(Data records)
>>>

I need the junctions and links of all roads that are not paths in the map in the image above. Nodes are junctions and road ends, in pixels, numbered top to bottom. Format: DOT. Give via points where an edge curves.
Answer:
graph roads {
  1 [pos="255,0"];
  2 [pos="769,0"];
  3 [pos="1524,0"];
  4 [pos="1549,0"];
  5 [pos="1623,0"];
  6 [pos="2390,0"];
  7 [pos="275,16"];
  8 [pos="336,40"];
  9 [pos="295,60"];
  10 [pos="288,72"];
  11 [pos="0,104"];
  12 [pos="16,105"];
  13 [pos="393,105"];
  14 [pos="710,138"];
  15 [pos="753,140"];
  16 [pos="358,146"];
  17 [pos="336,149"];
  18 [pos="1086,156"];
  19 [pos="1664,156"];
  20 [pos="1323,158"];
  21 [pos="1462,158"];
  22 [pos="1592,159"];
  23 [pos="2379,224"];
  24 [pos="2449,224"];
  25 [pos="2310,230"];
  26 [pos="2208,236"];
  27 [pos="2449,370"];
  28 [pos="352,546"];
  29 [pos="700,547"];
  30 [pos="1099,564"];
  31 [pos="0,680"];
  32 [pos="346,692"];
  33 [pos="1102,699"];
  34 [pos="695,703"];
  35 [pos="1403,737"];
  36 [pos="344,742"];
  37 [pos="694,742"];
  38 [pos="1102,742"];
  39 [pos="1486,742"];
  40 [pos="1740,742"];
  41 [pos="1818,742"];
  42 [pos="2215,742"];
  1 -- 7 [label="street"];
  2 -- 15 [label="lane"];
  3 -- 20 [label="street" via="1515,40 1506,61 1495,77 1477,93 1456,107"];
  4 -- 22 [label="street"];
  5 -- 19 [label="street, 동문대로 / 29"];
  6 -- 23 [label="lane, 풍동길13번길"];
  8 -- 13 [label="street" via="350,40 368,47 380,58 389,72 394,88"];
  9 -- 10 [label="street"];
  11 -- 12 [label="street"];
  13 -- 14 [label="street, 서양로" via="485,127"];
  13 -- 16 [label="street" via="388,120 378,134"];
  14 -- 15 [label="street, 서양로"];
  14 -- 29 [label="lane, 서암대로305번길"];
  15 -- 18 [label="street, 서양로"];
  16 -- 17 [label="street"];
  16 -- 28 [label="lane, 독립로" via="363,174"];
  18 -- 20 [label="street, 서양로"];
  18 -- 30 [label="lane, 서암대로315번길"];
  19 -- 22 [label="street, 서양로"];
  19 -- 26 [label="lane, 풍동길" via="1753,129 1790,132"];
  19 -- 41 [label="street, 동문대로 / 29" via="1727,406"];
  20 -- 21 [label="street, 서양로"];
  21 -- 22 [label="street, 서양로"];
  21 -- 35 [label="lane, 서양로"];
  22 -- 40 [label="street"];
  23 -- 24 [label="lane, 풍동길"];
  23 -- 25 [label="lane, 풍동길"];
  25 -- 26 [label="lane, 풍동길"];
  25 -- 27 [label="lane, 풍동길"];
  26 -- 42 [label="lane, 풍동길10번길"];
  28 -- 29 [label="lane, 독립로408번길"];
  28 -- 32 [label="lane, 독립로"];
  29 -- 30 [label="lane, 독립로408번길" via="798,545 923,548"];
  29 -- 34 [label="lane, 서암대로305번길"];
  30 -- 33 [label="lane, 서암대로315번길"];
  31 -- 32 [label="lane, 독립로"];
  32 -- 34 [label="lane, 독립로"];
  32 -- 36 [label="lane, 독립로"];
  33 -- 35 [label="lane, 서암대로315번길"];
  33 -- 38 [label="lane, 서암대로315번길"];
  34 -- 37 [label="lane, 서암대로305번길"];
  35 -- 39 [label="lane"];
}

<<<

*Task*: Restate each entry above word for word.

*Response to this task*:
I need the junctions and links of all roads that are not paths in the map in the image above. Nodes are junctions and road ends, in pixels, numbered top to bottom. Format: DOT. Give via points where an edge curves.
Answer:
graph roads {
  1 [pos="255,0"];
  2 [pos="769,0"];
  3 [pos="1524,0"];
  4 [pos="1549,0"];
  5 [pos="1623,0"];
  6 [pos="2390,0"];
  7 [pos="275,16"];
  8 [pos="336,40"];
  9 [pos="295,60"];
  10 [pos="288,72"];
  11 [pos="0,104"];
  12 [pos="16,105"];
  13 [pos="393,105"];
  14 [pos="710,138"];
  15 [pos="753,140"];
  16 [pos="358,146"];
  17 [pos="336,149"];
  18 [pos="1086,156"];
  19 [pos="1664,156"];
  20 [pos="1323,158"];
  21 [pos="1462,158"];
  22 [pos="1592,159"];
  23 [pos="2379,224"];
  24 [pos="2449,224"];
  25 [pos="2310,230"];
  26 [pos="2208,236"];
  27 [pos="2449,370"];
  28 [pos="352,546"];
  29 [pos="700,547"];
  30 [pos="1099,564"];
  31 [pos="0,680"];
  32 [pos="346,692"];
  33 [pos="1102,699"];
  34 [pos="695,703"];
  35 [pos="1403,737"];
  36 [pos="344,742"];
  37 [pos="694,742"];
  38 [pos="1102,742"];
  39 [pos="1486,742"];
  40 [pos="1740,742"];
  41 [pos="1818,742"];
  42 [pos="2215,742"];
  1 -- 7 [label="street"];
  2 -- 15 [label="lane"];
  3 -- 20 [label="street" via="1515,40 1506,61 1495,77 1477,93 1456,107"];
  4 -- 22 [label="street"];
  5 -- 19 [label="street, 동문대로 / 29"];
  6 -- 23 [label="lane, 풍동길13번길"];
  8 -- 13 [label="street" via="350,40 368,47 380,58 389,72 394,88"];
  9 -- 10 [label="street"];
  11 -- 12 [label="street"];
  13 -- 14 [label="street, 서양로" via="485,127"];
  13 -- 16 [label="street" via="388,120 378,134"];
  14 -- 15 [label="street, 서양로"];
  14 -- 29 [label="lane, 서암대로305번길"];
  15 -- 18 [label="street, 서양로"];
  16 -- 17 [label="street"];
  16 -- 28 [label="lane, 독립로" via="363,174"];
  18 -- 20 [label="street, 서양로"];
  18 -- 30 [label="lane, 서암대로315번길"];
  19 -- 22 [label="street, 서양로"];
  19 -- 26 [label="lane, 풍동길" via="1753,129 1790,132"];
  19 -- 41 [label="street, 동문대로 / 29" via="1727,406"];
  20 -- 21 [label="street, 서양로"];
  21 -- 22 [label="street, 서양로"];
  21 -- 35 [label="lane, 서양로"];
  22 -- 40 [label="street"];
  23 -- 24 [label="lane, 풍동길"];
  23 -- 25 [label="lane, 풍동길"];
  25 -- 26 [label="lane, 풍동길"];
  25 -- 27 [label="lane, 풍동길"];
  26 -- 42 [label="lane, 풍동길10번길"];
  28 -- 29 [label="lane, 독립로408번길"];
  28 -- 32 [label="lane, 독립로"];
  29 -- 30 [label="lane, 독립로408번길" via="798,545 923,548"];
  29 -- 34 [label="lane, 서암대로305번길"];
  30 -- 33 [label="lane, 서암대로315번길"];
  31 -- 32 [label="lane, 독립로"];
  32 -- 34 [label="lane, 독립로"];
  32 -- 36 [label="lane, 독립로"];
  33 -- 35 [label="lane, 서암대로315번길"];
  33 -- 38 [label="lane, 서암대로315번길"];
  34 -- 37 [label="lane, 서암대로305번길"];
  35 -- 39 [label="lane"];
}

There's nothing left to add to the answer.